The whole process including the one-time downloads took about 30 minutes. If you’ve got faster internet that I do, I’m sure you can cut that down to under 20. Building the gluster hosts themselves probably takes about 15 minutes.

Enjoy your new Gluster cluster!

Screenshots!

I took a few screenshots to make this more visual for you. I like to have virt-manager open so that I can visually see what’s going on:

The annex{1..4} machines are building in parallel. The valleys happened when the machines were waiting for the vagrant DHCP server (dnsmasq).

Here we can see two puppet runs happening on annex1 and annex4.

Notice the two peaks on the puppet server which correspond to the valleys on annex{1,4}.

Here’s another example, with four hosts working in parallel:

Can you answer why the annex machines have two peaks? Why are the second peaks bigger?

Tell me more!

Okay, let’s start with the command sequence shown above.

$ sudo service nfs start

This needs to be run once if the NFS server on your host is not already running. It is used to provide folder synchronization for the Vagrant guest machines. I offer more information about the NFS synchronization in an earlier article.

$ git clone --recursive https://github.com/purpleidea/puppet-gluster.git

This will pull down the Puppet-Gluster source, and all the necessary submodules.

$ cd puppet-gluster/vagrant/gluster/

The Puppet-Gluster source contains a vagrant subdirectory. I’ve included a gluster subdirectory inside it, so that your machines get a sensible prefix. In the future, this might not be necessary.

$ vagrant up puppet && sudo -v && vagrant up

This is where the fun stuff happens. You’ll need a base box image to run machines with Vagrant. Luckily, I’ve already built one for you, and it is generously hosted by the Gluster community.

The very first time you run this Vagrant command, it will download this image automatically, install it and then continue the build process. This initial box download and installation only happens once. Subsequent Puppet-Gluster+Vagrant deploys and re-deploys won’t need to re-download the base image!

This command starts by building the puppet server. Vagrant might use sudo to prompt you for root access. This is used to manage your /etc/exports file. After the puppet server is finished building, we refresh the sudo cache to avoid bug #2680.

The last vagrant up command starts up the remaining gluster hosts in parallel, and kicks off the initial puppet runs. As I mentioned above, the gluster hosts will still be building. Puppet automatically waits for the cluster to “settle” and enter a steady state (no host/brick changes) before it creates the first volume. You can log in and tail -F log files, or watch -n 1 gluster status commands.

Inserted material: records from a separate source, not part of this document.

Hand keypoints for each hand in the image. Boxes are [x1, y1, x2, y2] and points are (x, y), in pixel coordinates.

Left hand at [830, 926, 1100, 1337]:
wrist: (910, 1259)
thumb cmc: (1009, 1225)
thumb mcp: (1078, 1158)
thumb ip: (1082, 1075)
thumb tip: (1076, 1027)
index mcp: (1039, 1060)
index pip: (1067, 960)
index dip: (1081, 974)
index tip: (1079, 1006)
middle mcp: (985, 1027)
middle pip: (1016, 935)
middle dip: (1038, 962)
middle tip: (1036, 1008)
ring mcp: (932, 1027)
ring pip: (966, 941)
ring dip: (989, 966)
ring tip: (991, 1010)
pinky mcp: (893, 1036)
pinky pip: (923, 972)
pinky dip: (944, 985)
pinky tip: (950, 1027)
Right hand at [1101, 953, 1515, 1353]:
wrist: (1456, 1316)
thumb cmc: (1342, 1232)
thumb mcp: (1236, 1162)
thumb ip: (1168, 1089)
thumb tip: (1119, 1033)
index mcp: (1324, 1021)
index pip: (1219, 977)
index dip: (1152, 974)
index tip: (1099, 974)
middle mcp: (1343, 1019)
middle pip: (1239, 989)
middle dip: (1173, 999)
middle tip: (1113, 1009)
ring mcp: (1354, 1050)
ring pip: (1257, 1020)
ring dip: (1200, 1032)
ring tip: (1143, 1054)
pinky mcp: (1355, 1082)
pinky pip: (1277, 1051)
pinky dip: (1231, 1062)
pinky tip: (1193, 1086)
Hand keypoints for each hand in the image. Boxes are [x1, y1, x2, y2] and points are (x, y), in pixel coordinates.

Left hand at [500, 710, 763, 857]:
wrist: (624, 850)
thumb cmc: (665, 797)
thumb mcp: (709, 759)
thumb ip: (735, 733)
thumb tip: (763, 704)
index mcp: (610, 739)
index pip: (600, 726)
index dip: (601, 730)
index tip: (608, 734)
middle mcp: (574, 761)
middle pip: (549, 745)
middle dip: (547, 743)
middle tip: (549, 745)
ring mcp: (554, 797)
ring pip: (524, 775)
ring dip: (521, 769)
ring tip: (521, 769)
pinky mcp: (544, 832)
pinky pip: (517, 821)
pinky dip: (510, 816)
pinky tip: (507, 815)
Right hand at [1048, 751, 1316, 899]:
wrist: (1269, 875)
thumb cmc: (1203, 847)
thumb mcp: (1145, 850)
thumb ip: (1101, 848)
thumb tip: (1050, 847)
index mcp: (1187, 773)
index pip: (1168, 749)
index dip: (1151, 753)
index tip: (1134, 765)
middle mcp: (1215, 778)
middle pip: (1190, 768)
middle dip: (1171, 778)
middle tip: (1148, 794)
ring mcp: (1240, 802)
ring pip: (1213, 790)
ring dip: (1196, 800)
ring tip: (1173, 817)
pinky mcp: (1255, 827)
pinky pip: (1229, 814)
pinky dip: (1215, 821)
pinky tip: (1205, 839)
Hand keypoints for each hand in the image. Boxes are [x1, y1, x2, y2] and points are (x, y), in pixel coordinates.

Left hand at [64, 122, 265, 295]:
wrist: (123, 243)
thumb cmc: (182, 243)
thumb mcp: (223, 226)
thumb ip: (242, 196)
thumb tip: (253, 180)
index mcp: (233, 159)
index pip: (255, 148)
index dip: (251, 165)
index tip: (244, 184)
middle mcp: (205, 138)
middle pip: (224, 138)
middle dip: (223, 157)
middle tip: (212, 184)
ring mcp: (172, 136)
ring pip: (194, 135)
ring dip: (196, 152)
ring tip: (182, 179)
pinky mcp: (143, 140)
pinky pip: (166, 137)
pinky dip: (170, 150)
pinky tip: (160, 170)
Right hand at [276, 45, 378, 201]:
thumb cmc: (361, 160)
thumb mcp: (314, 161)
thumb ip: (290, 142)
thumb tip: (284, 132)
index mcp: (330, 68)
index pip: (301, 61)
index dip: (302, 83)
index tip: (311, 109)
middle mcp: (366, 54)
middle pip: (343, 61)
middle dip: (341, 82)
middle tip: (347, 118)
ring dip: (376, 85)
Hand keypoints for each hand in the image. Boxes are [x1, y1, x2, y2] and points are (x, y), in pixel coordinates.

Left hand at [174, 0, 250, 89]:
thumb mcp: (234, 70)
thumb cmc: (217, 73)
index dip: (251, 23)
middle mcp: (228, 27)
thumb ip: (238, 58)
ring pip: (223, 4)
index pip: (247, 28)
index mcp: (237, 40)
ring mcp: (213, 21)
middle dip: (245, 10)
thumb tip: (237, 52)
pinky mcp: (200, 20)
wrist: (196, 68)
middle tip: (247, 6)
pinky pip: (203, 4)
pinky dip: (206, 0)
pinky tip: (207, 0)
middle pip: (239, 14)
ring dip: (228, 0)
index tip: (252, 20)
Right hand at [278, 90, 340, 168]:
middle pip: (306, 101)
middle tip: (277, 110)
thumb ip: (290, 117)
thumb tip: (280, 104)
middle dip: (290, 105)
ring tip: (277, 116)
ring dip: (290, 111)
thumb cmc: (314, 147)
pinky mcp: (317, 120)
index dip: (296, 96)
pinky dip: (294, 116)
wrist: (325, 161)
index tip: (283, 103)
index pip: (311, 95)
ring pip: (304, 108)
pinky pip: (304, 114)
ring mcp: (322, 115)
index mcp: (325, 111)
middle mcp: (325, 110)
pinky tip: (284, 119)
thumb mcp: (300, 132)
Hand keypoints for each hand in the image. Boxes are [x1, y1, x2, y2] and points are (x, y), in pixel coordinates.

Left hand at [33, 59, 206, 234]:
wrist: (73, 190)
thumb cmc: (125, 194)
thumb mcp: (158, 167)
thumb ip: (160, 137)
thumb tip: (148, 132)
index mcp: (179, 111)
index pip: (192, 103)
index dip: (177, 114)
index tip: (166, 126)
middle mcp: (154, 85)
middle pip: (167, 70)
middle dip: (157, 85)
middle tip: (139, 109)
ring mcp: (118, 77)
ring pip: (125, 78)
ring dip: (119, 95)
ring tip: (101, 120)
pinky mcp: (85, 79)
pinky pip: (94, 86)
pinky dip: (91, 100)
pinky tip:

At this point, your cluster is running and you can do whatever you want with it! Puppet-Gluster+Vagrant is meant to be easy. If this wasn’t easy, or you can think of a way to make this better, let me know!

I want N hosts, not 4:

By default, this will build four (4) gluster hosts. I’ve spent a lot of time writing a fancy Vagrantfile, to give you speed and configurability. If you’d like to set a different number of hosts, you’ll first need to destroy the hosts that you’ve built already:

$ vagrant destroy annex{1..4}

You don’t have to rebuild the puppet server because this command is clever and automatically cleans the old host entries from it! This makes re-deploying even faster!

Then, run the vagrant up command with the --gluster-count=<N> argument. Example:

$ vagrant up --gluster-count=8

This is also configurable in the puppet-gluster.yaml file which will appear in your vagrant working directory. Remember that before you change any configuration option, you should destroy the affected hosts first, otherwise vagrant can get confused about the current machine state.

I want to test a different GlusterFS version:

By default, this will use the packages from:

https://download.gluster.org/pub/gluster/glusterfs/LATEST/

but if you’d like to pick a specific GlusterFS version you can do so with the --gluster-version=<version> argument. Example:

$ vagrant up --gluster-version='3.4.2-1.el6'

This is also stored, and configurable in the puppet-gluster.yaml file.

Does (repeating) this consume a lot of bandwidth?

Not really, no. There is an initial download of about 450MB for the base image. You’ll only ever need to download this again if I publish an updated version.

Each deployment will hit a public mirror to download the necessary puppet, GlusterFS and keepalived packages. The puppet server caused about 115MB of package downloads, and each gluster host needed about 58MB.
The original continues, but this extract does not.